Kusserow on Compliance: OCR enforcement update at the HCCA Compliance Institute

“OCR Enforcement Update” was the topic of the presentation by Iliana Peters, HHS Office for Civil Rights (OCR) Senior Adviser for HIPAA Compliance and Enforcement at the Health Care Compliance Association (HCCA) Compliance Institute. She provided an update on enforcement, current trends, and breach reporting statistics.  Peters stated that the OCR continues to receive and resolve complaints of Health Insurance Portability and Accountability Act (HIPAA) (P.L. 104-191)  violations of an increasing number.  She cited that OCR has received 150,507 complaints to date, with 24,879 being resolved with corrective action measures or technical assistance.  At the rate of reports being received, the OCR is estimating receiving 17,000 complaints in 2017.  She said that this year OCR has placed a major priority on privacy issues and will be issuing guidance on this, ranging from social media privacy, certification of electronic health record technology, and the rationale for penalty assessment. She spoke about OCR’s Phase 2 audits that are underway, involving 166 covered entities (CEs) and 43 business associates (BAs). These audits are to ensure CEs’ and BAs’ compliance with the HIPAA Privacy, Security, and Breach Notification Rules that include mobile device compliance.  They address privacy, security, and breach notification audits. It is expected that among the results of this effort will be increases in  monetary penalties this year.  Phase 3 will follow the same general approach currently being used, which includes review of control rules for privacy protection, breach notification, and security management.
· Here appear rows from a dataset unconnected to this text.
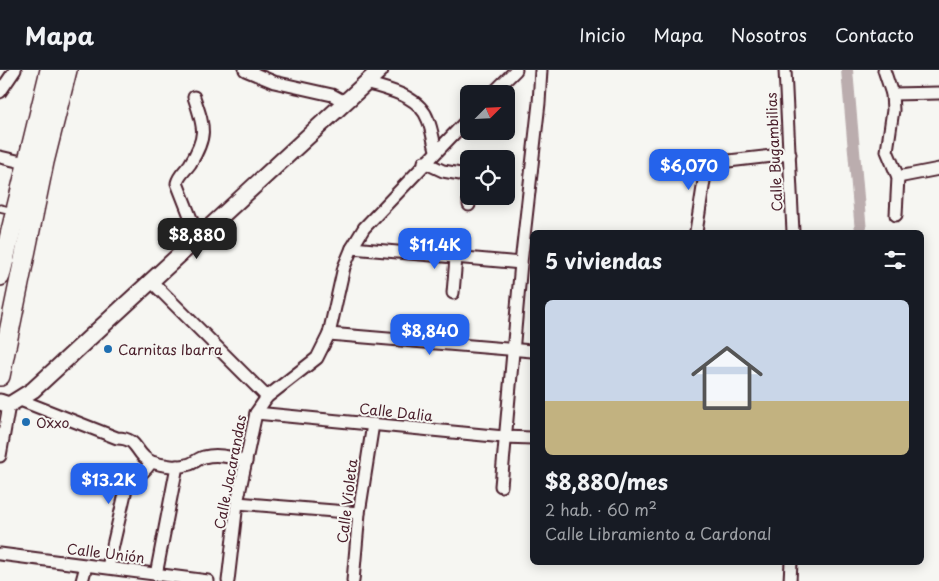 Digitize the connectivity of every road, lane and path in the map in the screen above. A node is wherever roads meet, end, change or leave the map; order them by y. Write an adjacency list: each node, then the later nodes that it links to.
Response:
1 (15, 70): 12 (street)
2 (50, 70): 22 (main road)
3 (67, 70): 40 (main road)
4 (245, 70): 16 (street)
5 (380, 70): 10 (street)
6 (516, 70): 11 (street)
7 (540, 70): 33 (street)
8 (785, 70): 19 (street, Calle Bugambilias)
9 (884, 70): 14 (street)
10 (366, 83): 16 (street); 18 (street)
11 (501, 85)
12 (0, 92)
13 (939, 93): 14 (street)
14 (892, 94): 25 (street)
15 (194, 97): 30 (street)
16 (345, 102): 30 (street)
17 (460, 127): 18 (street, Calle Jacarandas)
18 (436, 150): 21 (street, Calle Jacarandas)
19 (790, 154): 28 (street); 29 (street, Calle Bugambilias)
20 (0, 156): 22 (street)
21 (424, 162): 24 (street); 31 (street, Calle Jacarandas)
22 (26, 163): 26 (main road)
23 (939, 169): 25 (street)
24 (460, 174)
25 (898, 177): 27 (street)
26 (7, 210): 34 (main road)
27 (896, 214)
28 (696, 230)
29 (793, 230)
30 (199, 238): 35 (street)
31 (352, 248): 32 (street); 37 (street, Calle Jacarandas)
32 (456, 258): 33 (street); 36 (street)
33 (521, 262): 38 (street)
34 (0, 276)
35 (151, 281): 41 (street); 42 (street)
36 (453, 293)
37 (329, 334): 38 (street); 41 (street, Calle Jacarandas)
38 (513, 351): 39 (street); 45 (street)
39 (530, 351)
40 (0, 376)
41 (267, 397): 43 (street, Calle Jacarandas)
42 (10, 402): 47 (street); 48 (street)
43 (256, 413): 44 (street, Calle Dalia); 49 (street, Calle Jacarandas)
44 (373, 424): 45 (street, Calle Dalia); 53 (street, Calle Violeta)
45 (504, 437): 46 (street, Calle Dalia); 51 (street)
46 (530, 438)
47 (0, 456)
48 (151, 462): 50 (street); 57 (street)
49 (246, 462): 50 (street); 52 (street, Calle Jacarandas)
50 (178, 466): 58 (street)
51 (501, 486)
52 (237, 503): 53 (street); 62 (street, Calle Jacarandas)
53 (360, 513): 63 (street, Calle Violeta)
54 (0, 554): 56 (street, Calle Unión)
55 (790, 565): 64 (street)
56 (86, 566): 57 (street, Calle Unión); 60 (street)
57 (108, 567): 58 (street, Calle Unión)
58 (156, 575): 59 (street, Calle Unión)
59 (176, 579): 61 (street, Calle Unión)
60 (82, 581)
61 (208, 581)
62 (228, 581)
63 (353, 581)
64 (790, 581) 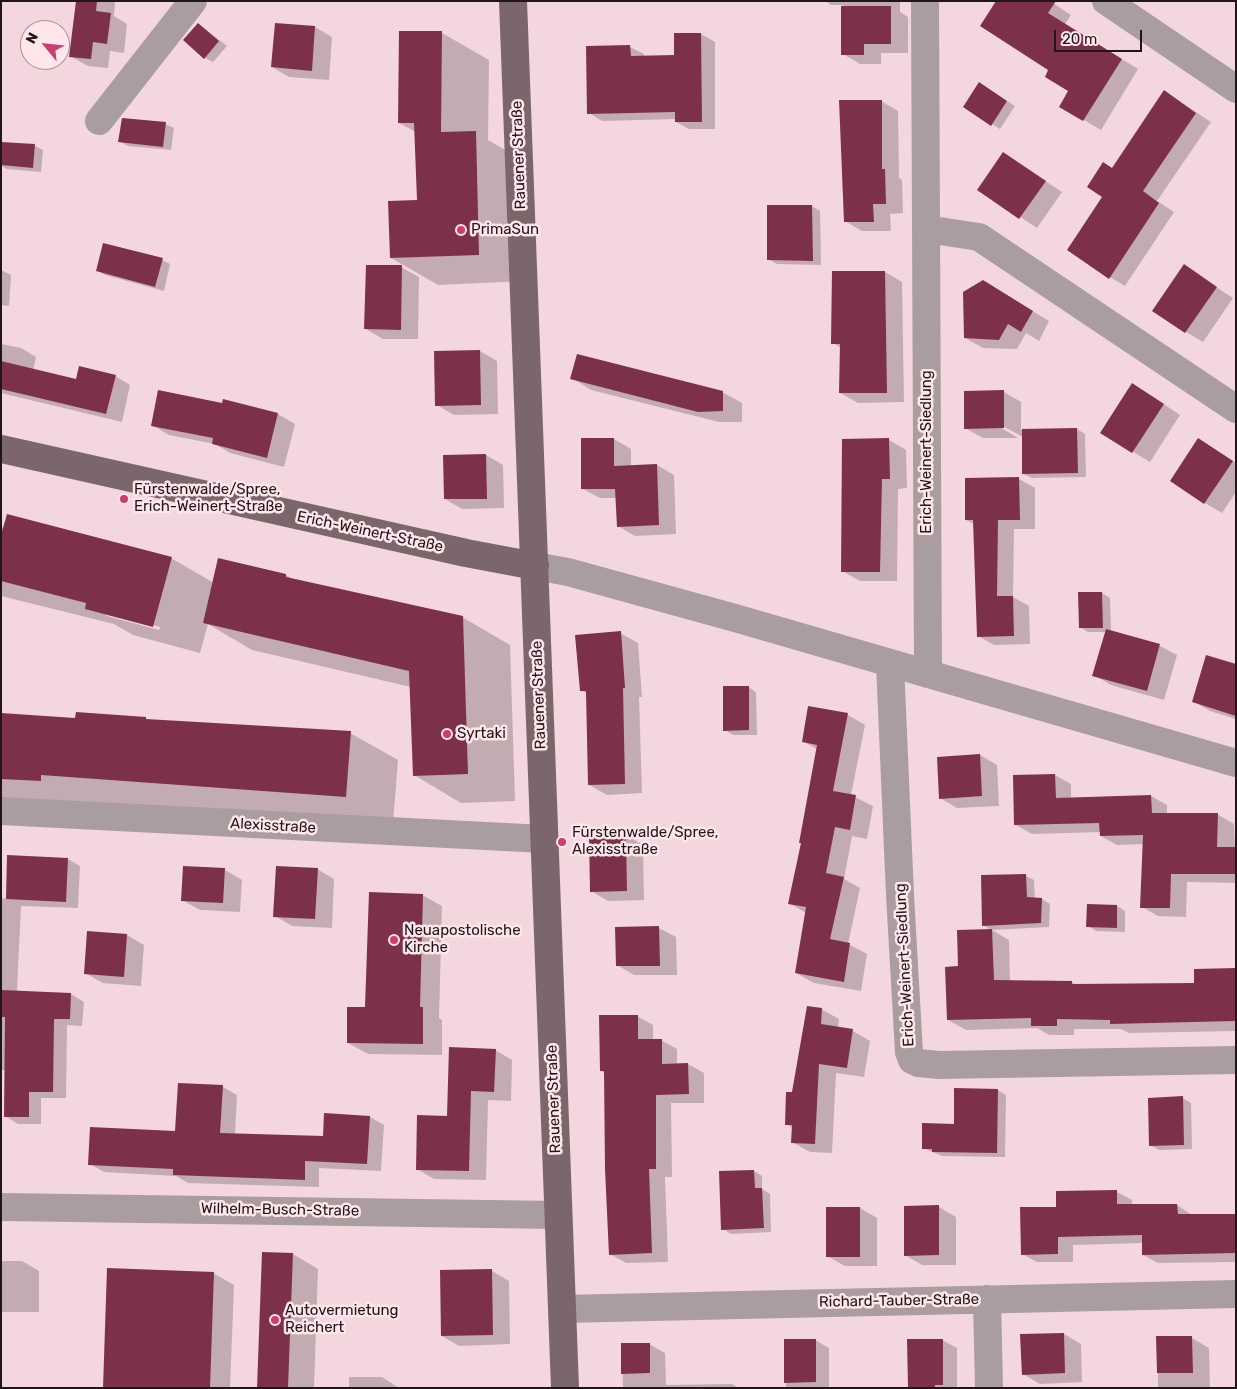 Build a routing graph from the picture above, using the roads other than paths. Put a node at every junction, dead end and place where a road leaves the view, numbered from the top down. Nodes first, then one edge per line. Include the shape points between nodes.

In her comments about what the OCR has learned from its audits and investigations, Peters made the point that most HIPAA breaches still commonly occur as a result of poor controls over systems containing protected health information (PHI). A particular vulnerability has been mobile devices, such as laptops computers, that failed to be properly protected with encryption and password.

OCR advice

 Peters provided in her slide presentation considerable advice as what CEs and BAs should do to prevent breaches and other HIPAA-related problems. CEs and BAs should:

  • ensure that changes in systems are updated or patched for HIPAA security;
  • determine what safeguards are in place;
  • review OCR guidance on ransomware and cloud computing;
  • conduct accurate and through assessments of potential PHI vulnerabilities;
  • review for proliferation of electronic PHI (ePHI) within an organization;
  • implement policies and procedures regarding appropriate access to ePHI;
  • establish controls to guard against unauthorized access;
  • implement policies concerning secure disposal of PHI and ePHI;
  • ensure disposal procedures for electronic devices or clearing, purging, or destruction;
  • screen appropriately everyone in the work area against the OIG’s List of Excluded Individuals and Entities (LEIE);
  • ensure departing employees’ access to PHI is revoked;
  • identify all ePHI created, maintained, received or transmitted by the organization;
  • review controls for PHI involving electronic health records (EHRs), billing systems, documents/spreadsheets, database systems, and all servers (web, fax, backup, Cloud, email, texting, etc.);
  • ensure security measures are sufficient to reduce risks and vulnerabilities;
  • investigate/resolve breaches or potential breaches identified in audits, evaluations, or reviews;
  • verify that corrective action measures were taken and controls are being followed;
  • ensure when transmitting ePHI that the information is encrypted;
  • ensure explicit policies and procedures for all controls implemented; and
  • review system patches, router and software, and anti-virus and malware software.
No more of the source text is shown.